> [Exercise]: If a line below contains "South", add it to your tally, then answer with the tally alone.

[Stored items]
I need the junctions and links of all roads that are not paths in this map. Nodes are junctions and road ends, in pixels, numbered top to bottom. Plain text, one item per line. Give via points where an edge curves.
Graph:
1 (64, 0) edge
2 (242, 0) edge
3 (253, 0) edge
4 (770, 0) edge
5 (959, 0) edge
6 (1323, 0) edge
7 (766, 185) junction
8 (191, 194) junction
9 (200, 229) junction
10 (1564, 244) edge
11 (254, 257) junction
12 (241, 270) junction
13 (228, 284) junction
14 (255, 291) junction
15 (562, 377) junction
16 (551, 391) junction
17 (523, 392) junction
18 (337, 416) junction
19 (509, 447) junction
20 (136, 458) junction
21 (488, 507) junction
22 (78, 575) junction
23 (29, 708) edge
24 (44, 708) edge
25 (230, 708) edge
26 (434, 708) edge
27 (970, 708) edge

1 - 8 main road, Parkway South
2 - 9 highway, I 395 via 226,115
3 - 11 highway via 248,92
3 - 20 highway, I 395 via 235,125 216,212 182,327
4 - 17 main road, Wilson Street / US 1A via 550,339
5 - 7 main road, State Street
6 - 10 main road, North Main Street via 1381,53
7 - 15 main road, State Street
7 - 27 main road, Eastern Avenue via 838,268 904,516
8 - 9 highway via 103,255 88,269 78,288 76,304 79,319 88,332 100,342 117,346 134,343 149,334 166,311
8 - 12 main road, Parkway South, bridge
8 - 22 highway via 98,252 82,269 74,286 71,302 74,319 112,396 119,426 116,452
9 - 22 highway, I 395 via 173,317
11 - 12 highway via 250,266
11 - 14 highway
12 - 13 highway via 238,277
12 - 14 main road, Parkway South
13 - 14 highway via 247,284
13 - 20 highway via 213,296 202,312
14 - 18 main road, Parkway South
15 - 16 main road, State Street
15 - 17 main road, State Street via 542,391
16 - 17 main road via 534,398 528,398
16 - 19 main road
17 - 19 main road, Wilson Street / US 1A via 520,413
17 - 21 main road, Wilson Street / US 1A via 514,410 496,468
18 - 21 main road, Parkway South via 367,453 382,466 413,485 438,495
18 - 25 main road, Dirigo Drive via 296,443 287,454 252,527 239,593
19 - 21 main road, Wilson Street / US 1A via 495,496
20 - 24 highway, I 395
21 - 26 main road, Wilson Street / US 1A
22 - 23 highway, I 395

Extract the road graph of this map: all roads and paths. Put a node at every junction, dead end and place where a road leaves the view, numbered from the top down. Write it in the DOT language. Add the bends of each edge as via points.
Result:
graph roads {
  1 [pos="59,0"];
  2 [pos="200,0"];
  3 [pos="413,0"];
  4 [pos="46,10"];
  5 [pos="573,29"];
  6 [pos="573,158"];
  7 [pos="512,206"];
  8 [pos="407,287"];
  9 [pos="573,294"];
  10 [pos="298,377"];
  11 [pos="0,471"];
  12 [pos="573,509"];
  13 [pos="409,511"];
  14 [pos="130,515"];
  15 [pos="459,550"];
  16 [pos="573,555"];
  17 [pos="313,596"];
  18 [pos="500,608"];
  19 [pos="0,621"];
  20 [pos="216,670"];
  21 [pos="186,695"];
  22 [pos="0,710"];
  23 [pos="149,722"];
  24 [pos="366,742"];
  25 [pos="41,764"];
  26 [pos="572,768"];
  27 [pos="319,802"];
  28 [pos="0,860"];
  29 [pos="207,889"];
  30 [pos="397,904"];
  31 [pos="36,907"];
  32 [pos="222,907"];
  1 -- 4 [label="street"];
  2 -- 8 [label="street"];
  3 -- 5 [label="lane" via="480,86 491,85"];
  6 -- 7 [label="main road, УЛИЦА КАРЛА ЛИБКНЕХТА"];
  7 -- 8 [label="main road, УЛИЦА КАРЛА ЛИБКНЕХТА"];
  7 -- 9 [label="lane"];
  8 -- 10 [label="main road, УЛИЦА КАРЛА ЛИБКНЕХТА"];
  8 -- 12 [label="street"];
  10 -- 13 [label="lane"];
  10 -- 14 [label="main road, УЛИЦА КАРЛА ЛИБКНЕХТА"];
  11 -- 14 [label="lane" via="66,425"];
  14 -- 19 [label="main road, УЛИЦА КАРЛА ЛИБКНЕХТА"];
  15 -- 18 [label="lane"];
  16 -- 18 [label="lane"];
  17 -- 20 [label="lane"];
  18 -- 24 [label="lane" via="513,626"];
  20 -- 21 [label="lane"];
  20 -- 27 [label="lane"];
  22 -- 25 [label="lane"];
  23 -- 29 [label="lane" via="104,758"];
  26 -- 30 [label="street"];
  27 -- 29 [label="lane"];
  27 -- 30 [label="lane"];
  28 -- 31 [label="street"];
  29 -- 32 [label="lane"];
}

* * *

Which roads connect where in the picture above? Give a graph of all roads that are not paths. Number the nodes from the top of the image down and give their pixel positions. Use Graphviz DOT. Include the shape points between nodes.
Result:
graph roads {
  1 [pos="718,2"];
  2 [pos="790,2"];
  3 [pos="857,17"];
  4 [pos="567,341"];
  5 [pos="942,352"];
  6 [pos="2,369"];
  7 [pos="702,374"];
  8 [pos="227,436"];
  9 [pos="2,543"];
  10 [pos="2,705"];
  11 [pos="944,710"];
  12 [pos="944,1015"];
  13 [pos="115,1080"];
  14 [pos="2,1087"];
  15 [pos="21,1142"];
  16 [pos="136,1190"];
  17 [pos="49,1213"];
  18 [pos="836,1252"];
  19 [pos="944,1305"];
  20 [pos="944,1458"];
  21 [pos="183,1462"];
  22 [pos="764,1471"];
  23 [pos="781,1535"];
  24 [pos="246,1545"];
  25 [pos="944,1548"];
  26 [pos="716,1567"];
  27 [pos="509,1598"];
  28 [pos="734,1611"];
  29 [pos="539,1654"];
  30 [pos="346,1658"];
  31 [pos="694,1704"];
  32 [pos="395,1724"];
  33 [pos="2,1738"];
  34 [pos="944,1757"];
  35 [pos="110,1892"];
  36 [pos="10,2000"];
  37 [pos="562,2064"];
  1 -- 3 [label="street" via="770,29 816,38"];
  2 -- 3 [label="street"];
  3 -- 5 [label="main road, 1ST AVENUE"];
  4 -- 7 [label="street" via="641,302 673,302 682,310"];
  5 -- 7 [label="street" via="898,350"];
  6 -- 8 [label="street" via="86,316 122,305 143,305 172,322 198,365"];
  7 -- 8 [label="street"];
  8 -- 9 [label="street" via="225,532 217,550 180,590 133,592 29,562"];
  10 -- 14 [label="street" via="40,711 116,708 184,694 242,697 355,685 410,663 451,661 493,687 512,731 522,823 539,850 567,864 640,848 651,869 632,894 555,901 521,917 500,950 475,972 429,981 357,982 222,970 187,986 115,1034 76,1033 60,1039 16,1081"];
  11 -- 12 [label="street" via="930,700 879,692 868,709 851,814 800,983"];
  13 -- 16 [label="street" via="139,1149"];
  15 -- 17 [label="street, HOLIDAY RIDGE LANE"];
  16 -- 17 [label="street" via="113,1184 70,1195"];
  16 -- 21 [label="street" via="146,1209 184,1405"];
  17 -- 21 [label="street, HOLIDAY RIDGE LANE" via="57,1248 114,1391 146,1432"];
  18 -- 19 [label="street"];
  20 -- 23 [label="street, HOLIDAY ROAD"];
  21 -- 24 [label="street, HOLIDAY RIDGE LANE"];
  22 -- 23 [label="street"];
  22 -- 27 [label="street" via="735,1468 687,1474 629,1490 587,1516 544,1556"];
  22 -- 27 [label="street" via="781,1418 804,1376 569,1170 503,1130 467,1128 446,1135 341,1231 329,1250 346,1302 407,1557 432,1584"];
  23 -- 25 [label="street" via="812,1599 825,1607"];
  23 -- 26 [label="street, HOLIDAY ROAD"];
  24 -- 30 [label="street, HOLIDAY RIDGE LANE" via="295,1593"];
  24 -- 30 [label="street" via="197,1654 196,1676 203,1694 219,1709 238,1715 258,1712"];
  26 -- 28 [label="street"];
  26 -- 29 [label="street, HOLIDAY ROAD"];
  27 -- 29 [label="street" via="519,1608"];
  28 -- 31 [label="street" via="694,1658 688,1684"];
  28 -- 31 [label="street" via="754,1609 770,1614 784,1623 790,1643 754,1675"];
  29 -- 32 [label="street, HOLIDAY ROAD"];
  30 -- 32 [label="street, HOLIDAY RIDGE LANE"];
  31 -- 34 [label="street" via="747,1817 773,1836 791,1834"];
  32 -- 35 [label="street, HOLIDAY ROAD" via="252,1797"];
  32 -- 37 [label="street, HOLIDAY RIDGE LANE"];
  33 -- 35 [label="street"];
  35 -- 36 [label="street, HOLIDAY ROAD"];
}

> [Expected answer]: 5